C’est un hôtel aux volets bleus. Chambres proprettes, meubles en formica, papiers peints à fleurs, la télé encastrée dans un angle. À Lannemezan, dans les Hautes-Pyrénées, l’hôtel de la Gare est à quelques centaines de mètres de l’une des cinq centrales sécuritaires de France. Y sont incarcérés les condamnés à de longues peines, de dix ans à la perpétuité. Certains sont étiquetés «~détenus particulièrement signalés~», pour multirécidives ou tentatives d’évasion, transférés régulièrement d’une centrale à l’autre. Dans l’impossibilité de déménager à chaque fois, leurs proches font le voyage. Jusqu’à Lannemezan donc, dans cet hôtel vieillot. « Ce sont des gens des quatre coins de la France » , observe une femme de prisonnier, avant que la caméra d’Hélène Angel ne déambule dans l’établissement. Et tombe sur le train-train de ces visiteurs pas comme les autres. Un coup de rimmel, le coucher des mômes, les sacs qu’on défait et refait, brefs échanges entre petites gens qui se croisent depuis des années. D’un témoignage à l’autre, entrecoupé par les interventions chaleureuses de l’hôtelière, en touches réalistes, le récit s’avance sur l’ordinaire désolé de cet univers essentiellement féminin. Après vingt ou vingt-cinq ans, ça espère une liberté conditionnelle, toujours reportée.

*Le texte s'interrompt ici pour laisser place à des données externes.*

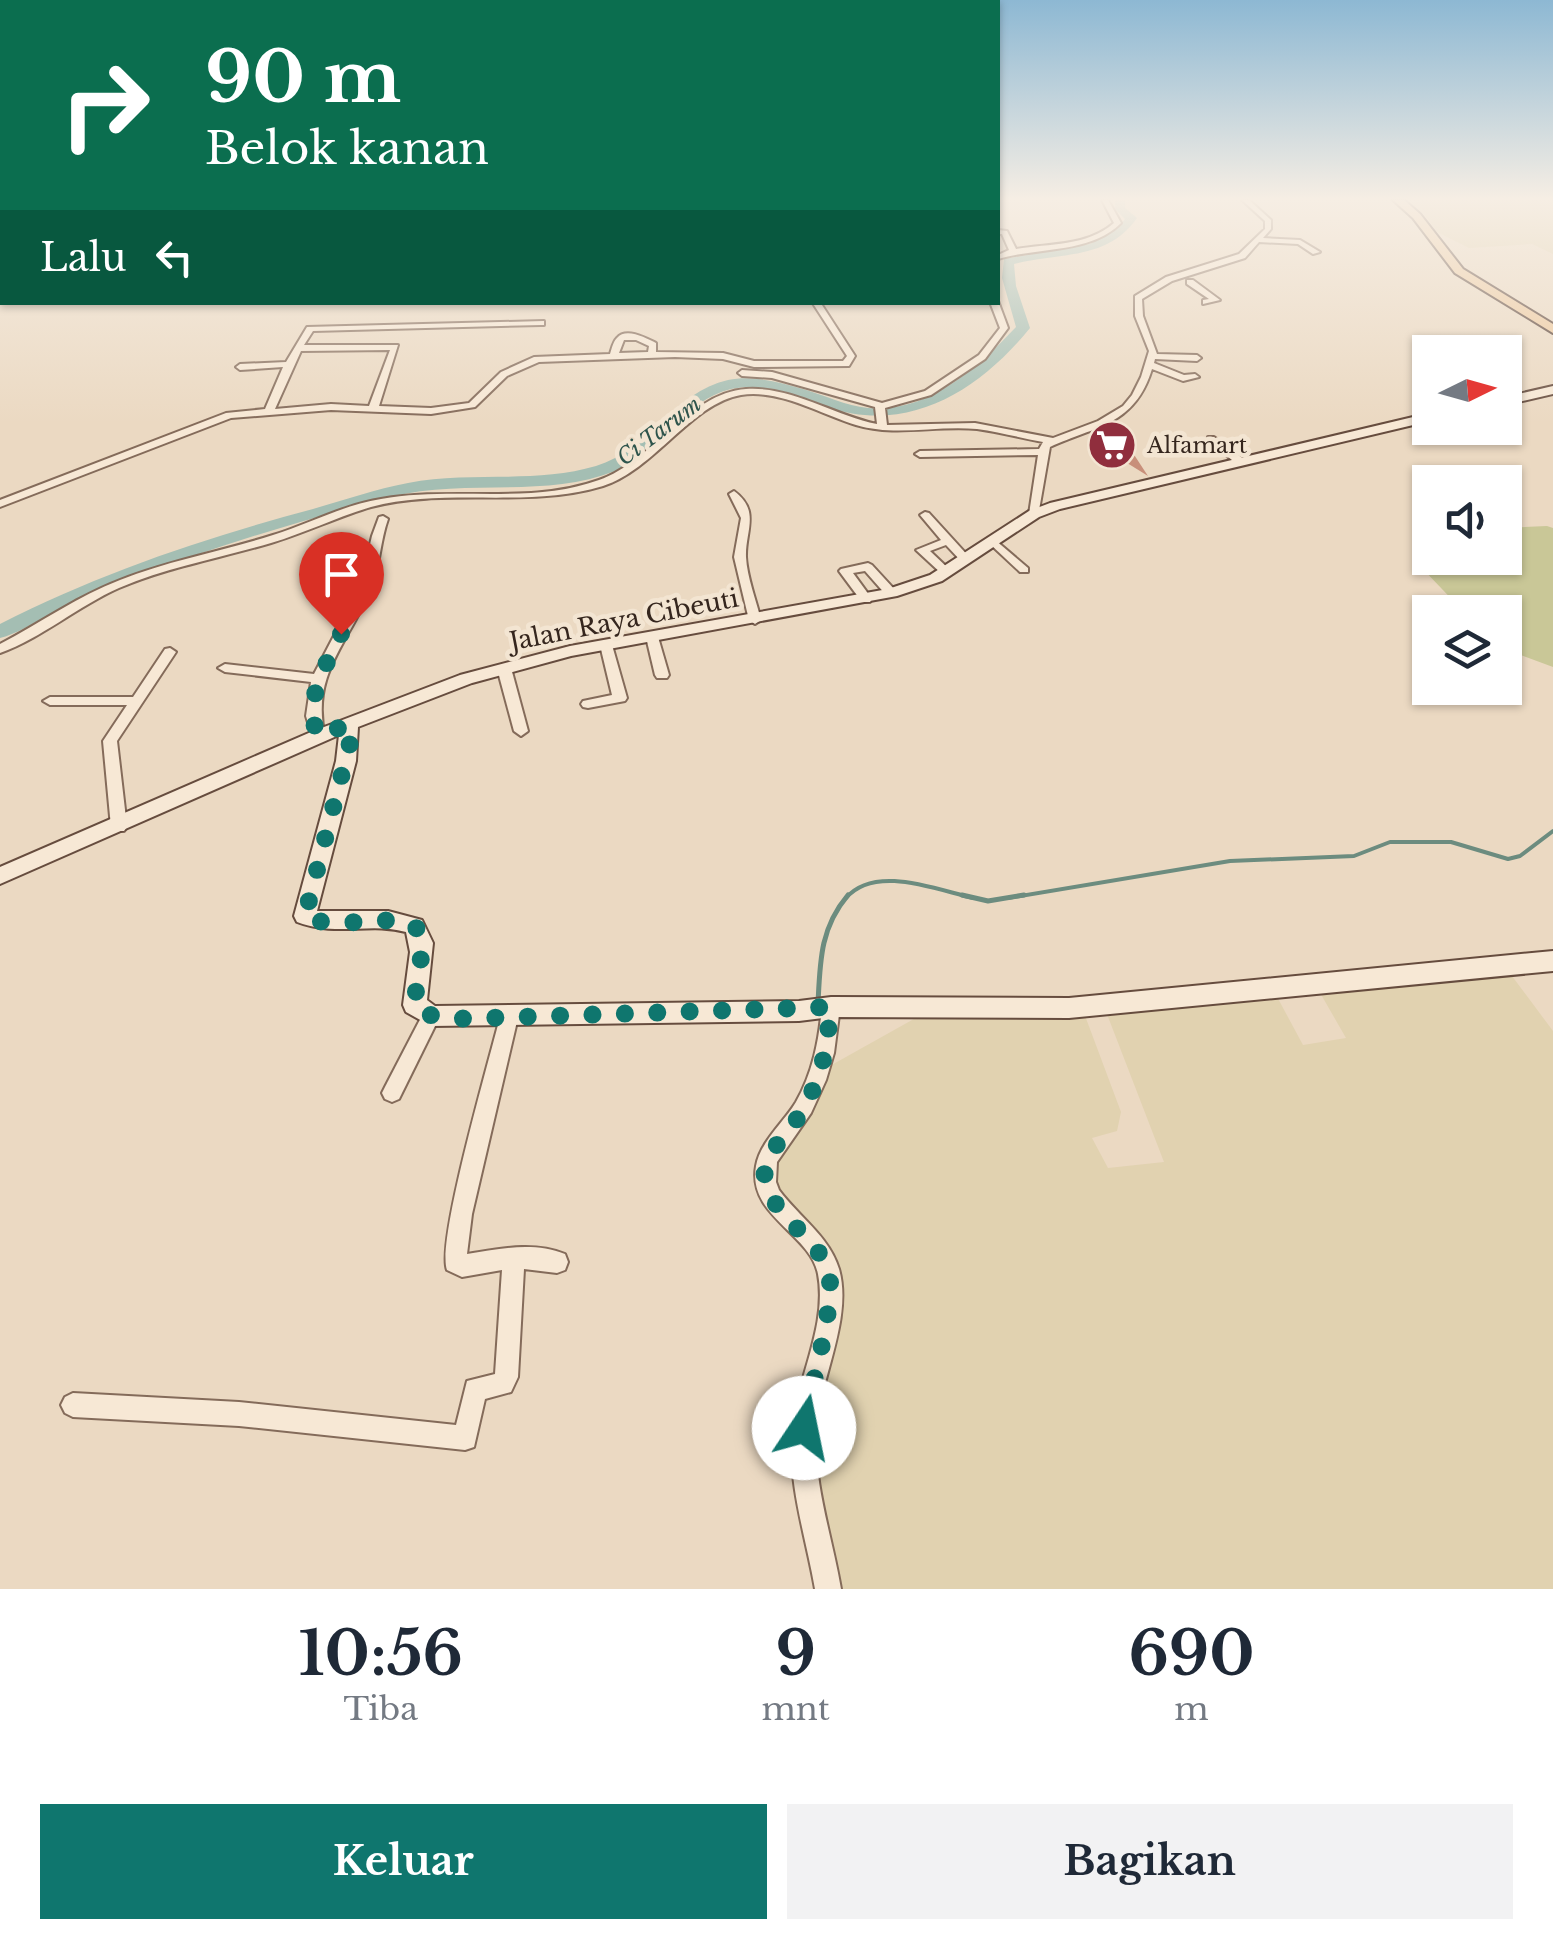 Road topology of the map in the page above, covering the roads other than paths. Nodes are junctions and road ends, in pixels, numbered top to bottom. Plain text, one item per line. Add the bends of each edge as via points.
1 (1467, 274) edge
2 (1180, 275) joint
3 (1169, 279) junction
4 (1190, 282) junction
5 (1206, 302) dead end
6 (818, 305) edge
7 (995, 305) edge
8 (541, 323) dead end
9 (1553, 332) edge
10 (297, 348) junction
11 (1196, 353) dead end
12 (652, 354) junction
13 (610, 355) junction
14 (1152, 356) junction
15 (289, 364) junction
16 (240, 367) dead end
17 (605, 371) dead end
18 (742, 373) dead end
19 (1194, 376) dead end
20 (1553, 390) edge
21 (1522, 397) edge
22 (374, 406) junction
23 (882, 406) junction
24 (269, 411) junction
25 (1412, 422) edge
26 (882, 427) junction
27 (1212, 439) dead end
28 (1053, 441) junction
29 (1042, 452) junction
30 (920, 454) dead end
31 (1241, 462) junction
32 (734, 494) dead end
33 (0, 504) edge
34 (1034, 514) junction
35 (925, 515) dead end
36 (383, 518) dead end
37 (948, 541) junction
38 (994, 542) junction
39 (965, 559) junction
40 (1024, 570) dead end
41 (946, 572) junction
42 (891, 593) junction
43 (866, 600) junction
44 (756, 620) junction
45 (652, 637) junction
46 (606, 645) junction
47 (0, 649) edge
48 (170, 652) dead end
49 (225, 668) dead end
50 (504, 668) junction
51 (662, 675) dead end
52 (320, 679) junction
53 (50, 701) dead end
54 (136, 701) junction
55 (588, 704) dead end
56 (349, 724) junction
57 (521, 731) dead end
58 (318, 736) junction
59 (119, 827) junction
60 (0, 876) edge
61 (1553, 961) edge
62 (818, 1009) junction
63 (430, 1016) junction
64 (509, 1017) junction
65 (392, 1093) dead end
66 (514, 1257) junction
67 (558, 1262) dead end
68 (73, 1406) dead end
69 (828, 1589) edge

1 - 9 main road
2 - 3 street
2 - 4 street
3 - 4 street
3 - 14 street via 1136,303
4 - 5 street via 1216,300
6 - 12 street via 852,356 846,364
7 - 23 street via 1004,328 982,357 928,392
8 - 10 street via 312,329
10 - 15 street
10 - 22 street via 396,348
11 - 14 street
12 - 13 street
12 - 13 street via 648,341 621,337
13 - 17 street
13 - 22 street via 527,362 495,380 472,406
14 - 19 street via 1183,378
14 - 28 street via 1125,413
15 - 16 street
15 - 24 street
18 - 23 street
20 - 21 main road
22 - 24 street
23 - 26 street
24 - 33 street via 216,418
25 - 31 main road, Jalan Raya Cibeuti
26 - 28 street via 975,426
26 - 47 street via 741,392 707,407 607,482 566,492 376,503 124,582
27 - 31 street
28 - 29 street
29 - 30 street
29 - 34 street
31 - 34 main road, Jalan Raya Cibeuti
32 - 44 street via 746,518 740,557
34 - 38 main road, Jalan Raya Cibeuti
35 - 37 street
36 - 52 street via 365,588
37 - 39 street
37 - 41 street via 922,550
38 - 39 main road, Jalan Raya Cibeuti
38 - 40 street
39 - 41 main road, Jalan Raya Cibeuti
41 - 42 main road, Jalan Raya Cibeuti
42 - 43 main road, Jalan Raya Cibeuti
42 - 43 street via 868,567 845,571
43 - 44 main road, Jalan Raya Cibeuti
44 - 45 main road, Jalan Raya Cibeuti
45 - 46 main road, Jalan Raya Cibeuti
45 - 51 street
46 - 50 main road, Jalan Raya Cibeuti
46 - 55 street via 620,698
48 - 54 street
49 - 52 street
50 - 56 main road, Jalan Raya Cibeuti
50 - 57 street
52 - 58 street via 312,720
53 - 54 street
54 - 59 street via 109,745
56 - 58 main road, Jalan Raya Cibeuti
56 - 63 main road via 346,762 305,916 329,925 411,922 421,946 415,1005
58 - 59 main road, Jalan Raya Cibeuti
59 - 60 main road, Jalan Raya Cibeuti
61 - 62 main road via 1068,1008
62 - 64 main road
62 - 69 street via 828,1052 818,1084 765,1167 768,1192 830,1271 803,1453
63 - 64 main road
63 - 65 street
64 - 66 street via 455,1262
66 - 67 street
66 - 68 street via 506,1377 503,1384 475,1389 465,1438 239,1414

Le thème de la longue peine a déjà été abordé, il est traité ici sous un angle différent, sans une image de parloir ni de prison. La longue peine vue de l’extérieur. Drôle de vie, drôle de rythme, drôle de rituel. Une vraie chienlit, onéreuse de surcroît, pour ces êtres «~à la marge~». Dans la confrontation quotidienne, ou plutôt la contrainte, à vivre leur «~condamnation~», sous la surveillance, le jugement des uns, des autres, des autorités comme des clampins, sous l’angoisse des dépressions et du suicide toujours possible. Un remarquable documentaire, pudique, au diapason de ces voyageurs conscients d’une peine qui a valeur de mouroir. Pour tout le monde.